Stored items
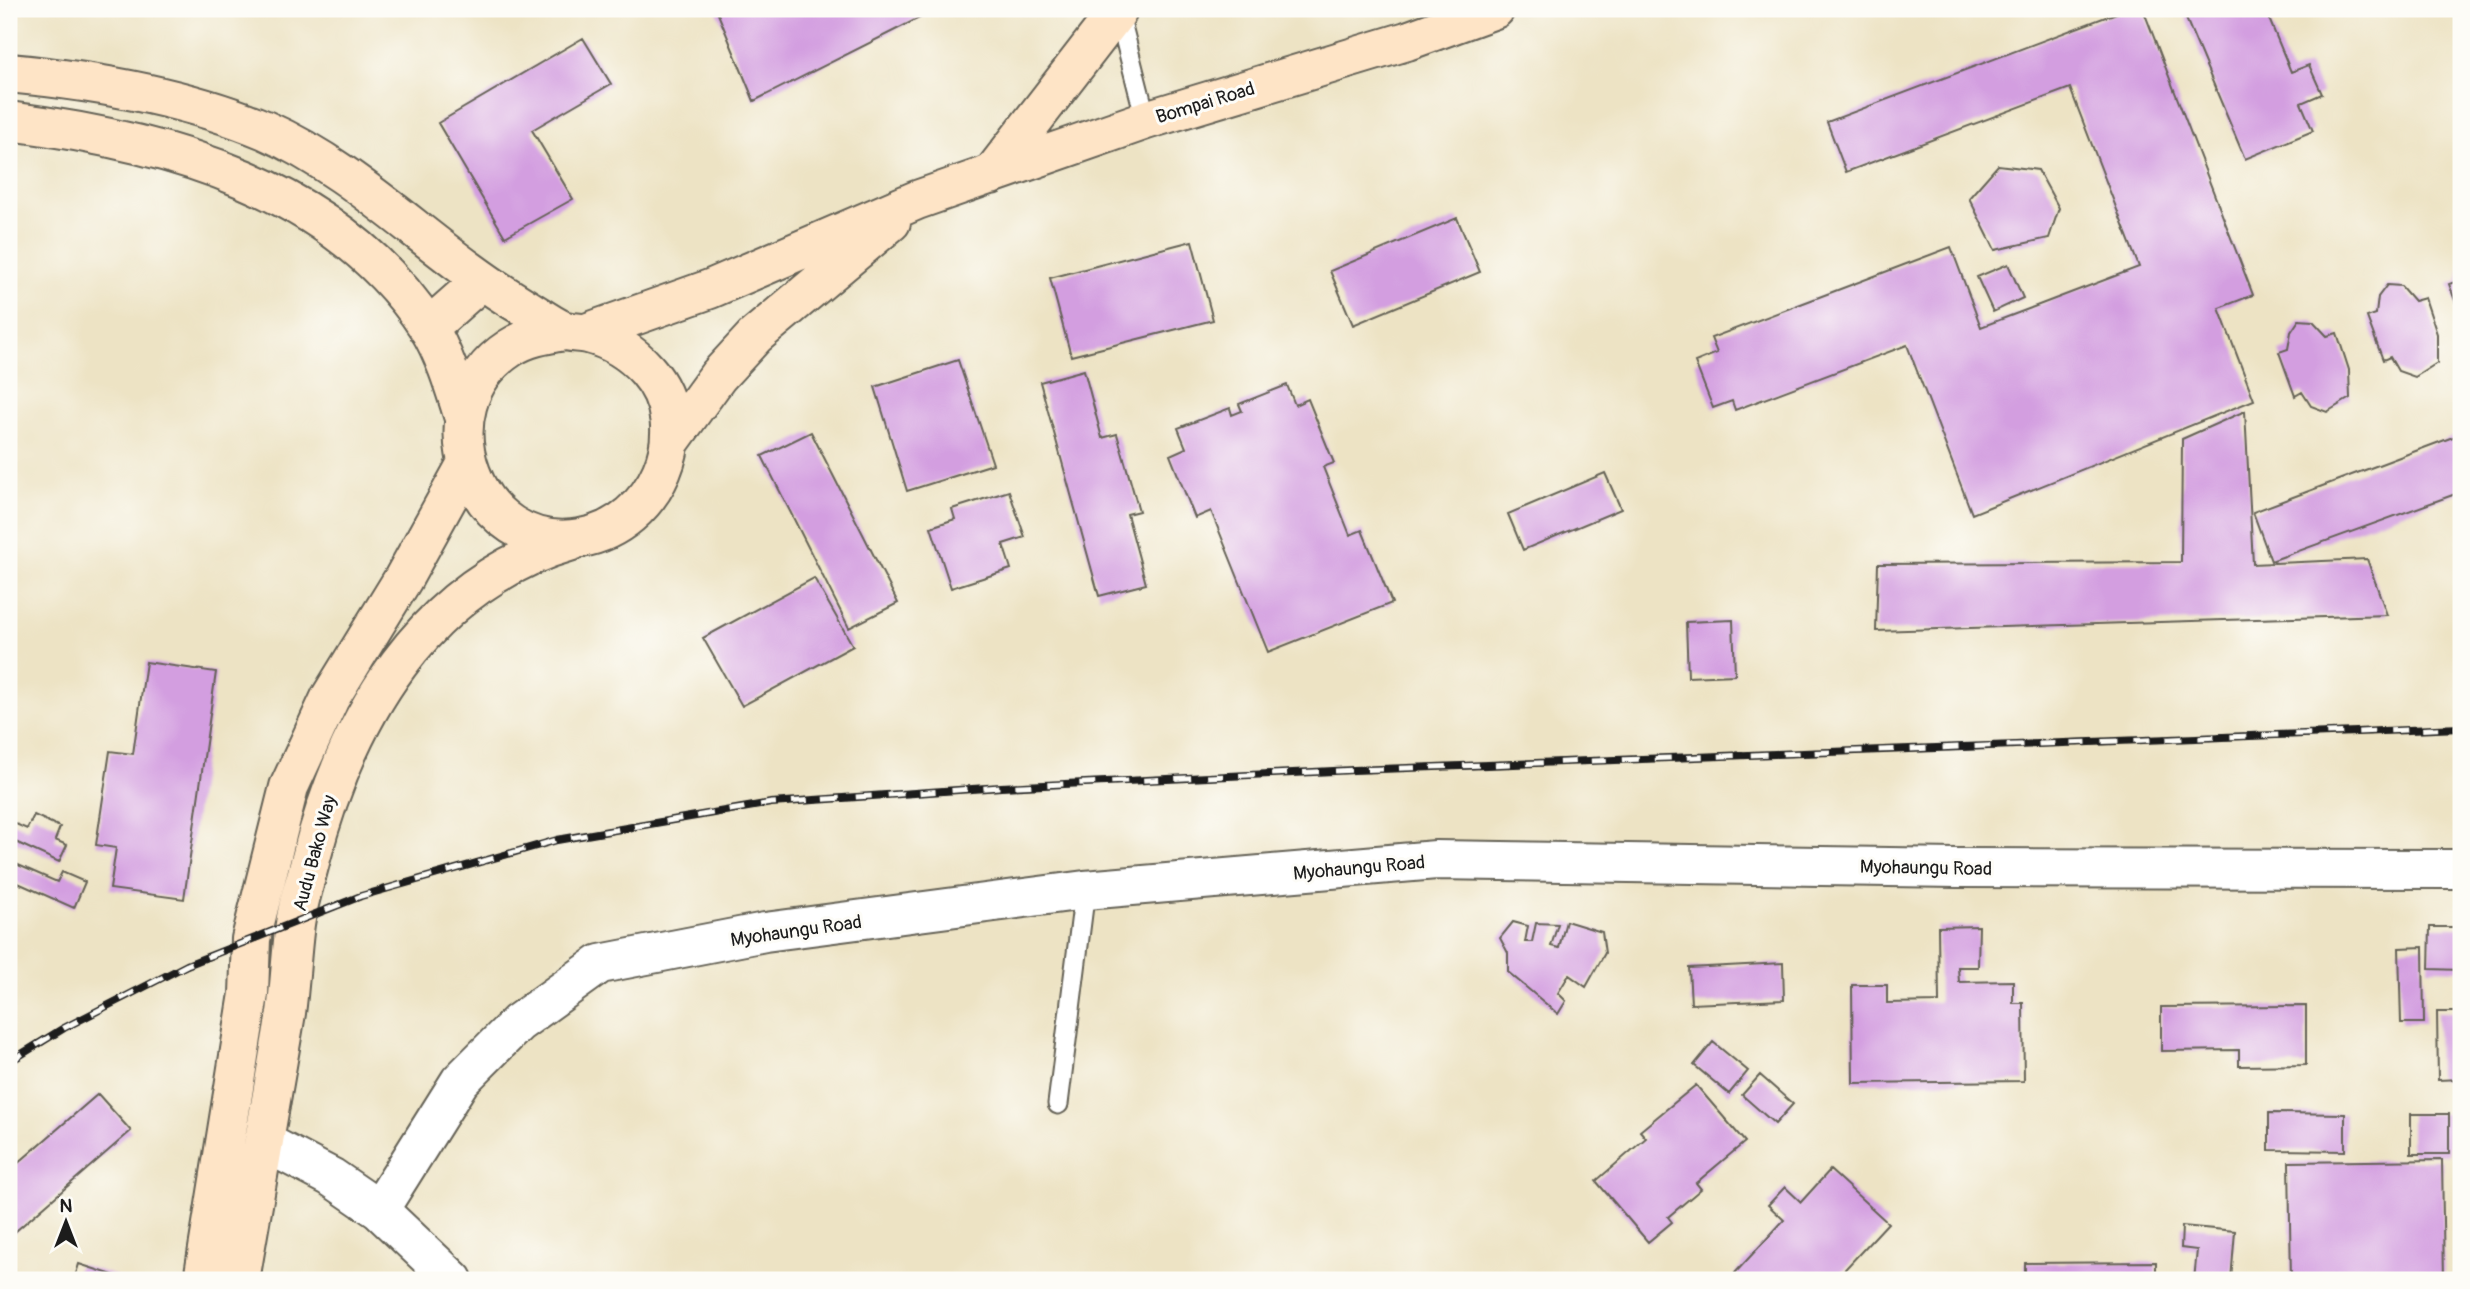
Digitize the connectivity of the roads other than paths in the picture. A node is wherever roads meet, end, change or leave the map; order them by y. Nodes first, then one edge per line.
1 (1495, 9) edge
2 (1118, 10) edge
3 (9, 73) edge
4 (1146, 120) junction
5 (9, 121) edge
6 (991, 175) junction
7 (917, 201) junction
8 (481, 281) junction
9 (429, 328) junction
10 (575, 332) junction
11 (463, 415) junction
12 (670, 442) junction
13 (466, 465) junction
14 (581, 538) junction
15 (2461, 869) edge
16 (1085, 890) junction
17 (1058, 1104) dead end
18 (264, 1142) junction
19 (379, 1210) junction
20 (203, 1280) edge
21 (240, 1280) edge
22 (453, 1280) edge

1 - 4 main road, Bompai Road
2 - 4 lane
2 - 6 main road
3 - 8 main road
4 - 6 main road, Bompai Road
5 - 9 main road
6 - 7 main road, Bompai Road
7 - 10 main road, Bompai Road
7 - 12 main road
8 - 9 main road
8 - 10 main road
9 - 11 main road
10 - 11 main road
10 - 12 main road
11 - 13 main road
12 - 14 main road
13 - 14 main road
13 - 20 main road, Audu Bako Way
14 - 18 main road, Audu Bako Way
15 - 16 street, Myohaungu Road
16 - 17 lane
16 - 19 street, Myohaungu Road
18 - 19 street
18 - 21 main road, Audu Bako Way
19 - 22 street

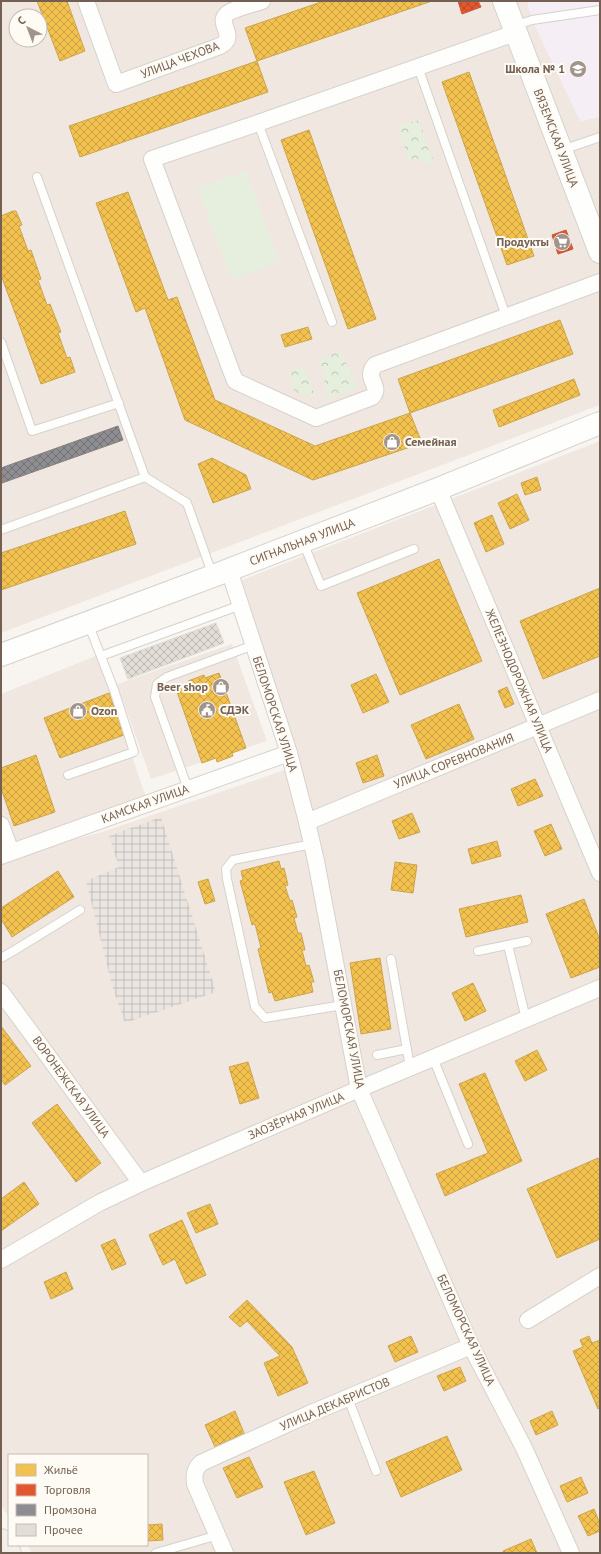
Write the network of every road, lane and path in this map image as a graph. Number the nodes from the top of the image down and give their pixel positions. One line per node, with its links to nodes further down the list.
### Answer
1 (86, 1): 2 (street, УЛИЦА ЧЕХОВА)
2 (262, 1)
3 (504, 1): 5 (street, ВЯЗЕМСКАЯ УЛИЦА)
4 (600, 10): 5 (lane)
5 (514, 30): 6 (street); 9 (street, ВЯЗЕМСКАЯ УЛИЦА)
6 (418, 67): 7 (street); 13 (lane)
7 (258, 123): 13 (street); 14 (lane)
8 (600, 137): 9 (lane)
9 (561, 151): 11 (street, ВЯЗЕМСКАЯ УЛИЦА)
10 (37, 177): 16 (lane)
11 (600, 252)
12 (600, 282): 13 (street)
13 (506, 316)
14 (332, 322)
15 (1, 342): 16 (lane)
16 (119, 403): 18 (lane)
17 (600, 423): 19 (street, СИГНАЛЬНАЯ УЛИЦА)
18 (145, 477): 20 (lane); 23 (lane)
19 (438, 489): 21 (street, СИГНАЛЬНАЯ УЛИЦА); 30 (street, ЖЕЛЕЗНОДОРОЖНАЯ УЛИЦА)
20 (1, 530)
21 (303, 541): 22 (lane); 23 (street, СИГНАЛЬНАЯ УЛИЦА)
22 (414, 549)
23 (221, 573): 24 (street, БЕЛОМОРСКАЯ УЛИЦА); 25 (street, СИГНАЛЬНАЯ УЛИЦА)
24 (241, 605): 26 (street, БЕЛОМОРСКАЯ УЛИЦА); 28 (lane)
25 (88, 622): 27 (street, СИГНАЛЬНАЯ УЛИЦА); 28 (lane)
26 (254, 645): 31 (street, БЕЛОМОРСКАЯ УЛИЦА); 33 (lane)
27 (1, 655)
28 (100, 656): 32 (lane)
29 (600, 700): 30 (street, УЛИЦА СОРЕВНОВАНИЯ)
30 (538, 726): 34 (street, УЛИЦА СОРЕВНОВАНИЯ); 38 (street, ЖЕЛЕЗНОДОРОЖНАЯ УЛИЦА)
31 (289, 753): 33 (street, КАМСКАЯ УЛИЦА); 34 (street, БЕЛОМОРСКАЯ УЛИЦА)
32 (68, 776)
33 (188, 789): 37 (street, КАМСКАЯ УЛИЦА)
34 (307, 822): 36 (street, БЕЛОМОРСКАЯ УЛИЦА)
35 (1, 825): 37 (street)
36 (312, 844): 47 (street, БЕЛОМОРСКАЯ УЛИЦА); 47 (lane)
37 (6, 854)
38 (600, 873)
39 (80, 910): 43 (lane)
40 (527, 941): 41 (lane)
41 (508, 945): 42 (lane); 48 (lane)
42 (478, 951)
43 (1, 958)
44 (391, 959): 49 (lane)
45 (600, 988): 48 (street, ЗАОЗЁРНАЯ УЛИЦА)
46 (1, 992): 55 (street, ВОРОНЕЖСКАЯ УЛИЦА)
47 (343, 1005): 53 (street, БЕЛОМОРСКАЯ УЛИЦА)
48 (526, 1018): 51 (street, ЗАОЗЁРНАЯ УЛИЦА)
49 (407, 1049): 50 (lane); 52 (lane)
50 (377, 1055)
51 (433, 1058): 52 (street, ЗАОЗЁРНАЯ УЛИЦА); 54 (lane)
52 (410, 1067): 53 (street, ЗАОЗЁРНАЯ УЛИЦА)
53 (359, 1088): 55 (street, ЗАОЗЁРНАЯ УЛИЦА); 59 (street, БЕЛОМОРСКАЯ УЛИЦА)
54 (468, 1144)
55 (141, 1183): 56 (street, ЗАОЗЁРНАЯ УЛИЦА)
56 (1, 1260)
57 (600, 1276): 58 (street)
58 (528, 1320)
59 (471, 1346): 60 (street, УЛИЦА ДЕКАБРИСТОВ); 67 (street, БЕЛОМОРСКАЯ УЛИЦА)
60 (348, 1398): 61 (lane); 62 (street, УЛИЦА ДЕКАБРИСТОВ)
61 (376, 1471)
62 (218, 1536): 65 (lane); 66 (street)
63 (1, 1540): 64 (main road)
64 (10, 1553)
65 (156, 1553)
66 (225, 1553)
67 (571, 1553)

- _Assigned task_:
All that should be returned is the run of lines from the start of the entries above to the line bearing "Write the network", each exact, with pictures omitted.

- _Exercise answer_:
Digitize the connectivity of the roads other than paths in the picture. A node is wherever roads meet, end, change or leave the map; order them by y. Nodes first, then one edge per line.
1 (1495, 9) edge
2 (1118, 10) edge
3 (9, 73) edge
4 (1146, 120) junction
5 (9, 121) edge
6 (991, 175) junction
7 (917, 201) junction
8 (481, 281) junction
9 (429, 328) junction
10 (575, 332) junction
11 (463, 415) junction
12 (670, 442) junction
13 (466, 465) junction
14 (581, 538) junction
15 (2461, 869) edge
16 (1085, 890) junction
17 (1058, 1104) dead end
18 (264, 1142) junction
19 (379, 1210) junction
20 (203, 1280) edge
21 (240, 1280) edge
22 (453, 1280) edge

1 - 4 main road, Bompai Road
2 - 4 lane
2 - 6 main road
3 - 8 main road
4 - 6 main road, Bompai Road
5 - 9 main road
6 - 7 main road, Bompai Road
7 - 10 main road, Bompai Road
7 - 12 main road
8 - 9 main road
8 - 10 main road
9 - 11 main road
10 - 11 main road
10 - 12 main road
11 - 13 main road
12 - 14 main road
13 - 14 main road
13 - 20 main road, Audu Bako Way
14 - 18 main road, Audu Bako Way
15 - 16 street, Myohaungu Road
16 - 17 lane
16 - 19 street, Myohaungu Road
18 - 19 street
18 - 21 main road, Audu Bako Way
19 - 22 street

Write the network of every road, lane and path in this map image as a graph. Number the nodes from the top of the image down and give their pixel positions. One line per node, with its links to nodes further down the list.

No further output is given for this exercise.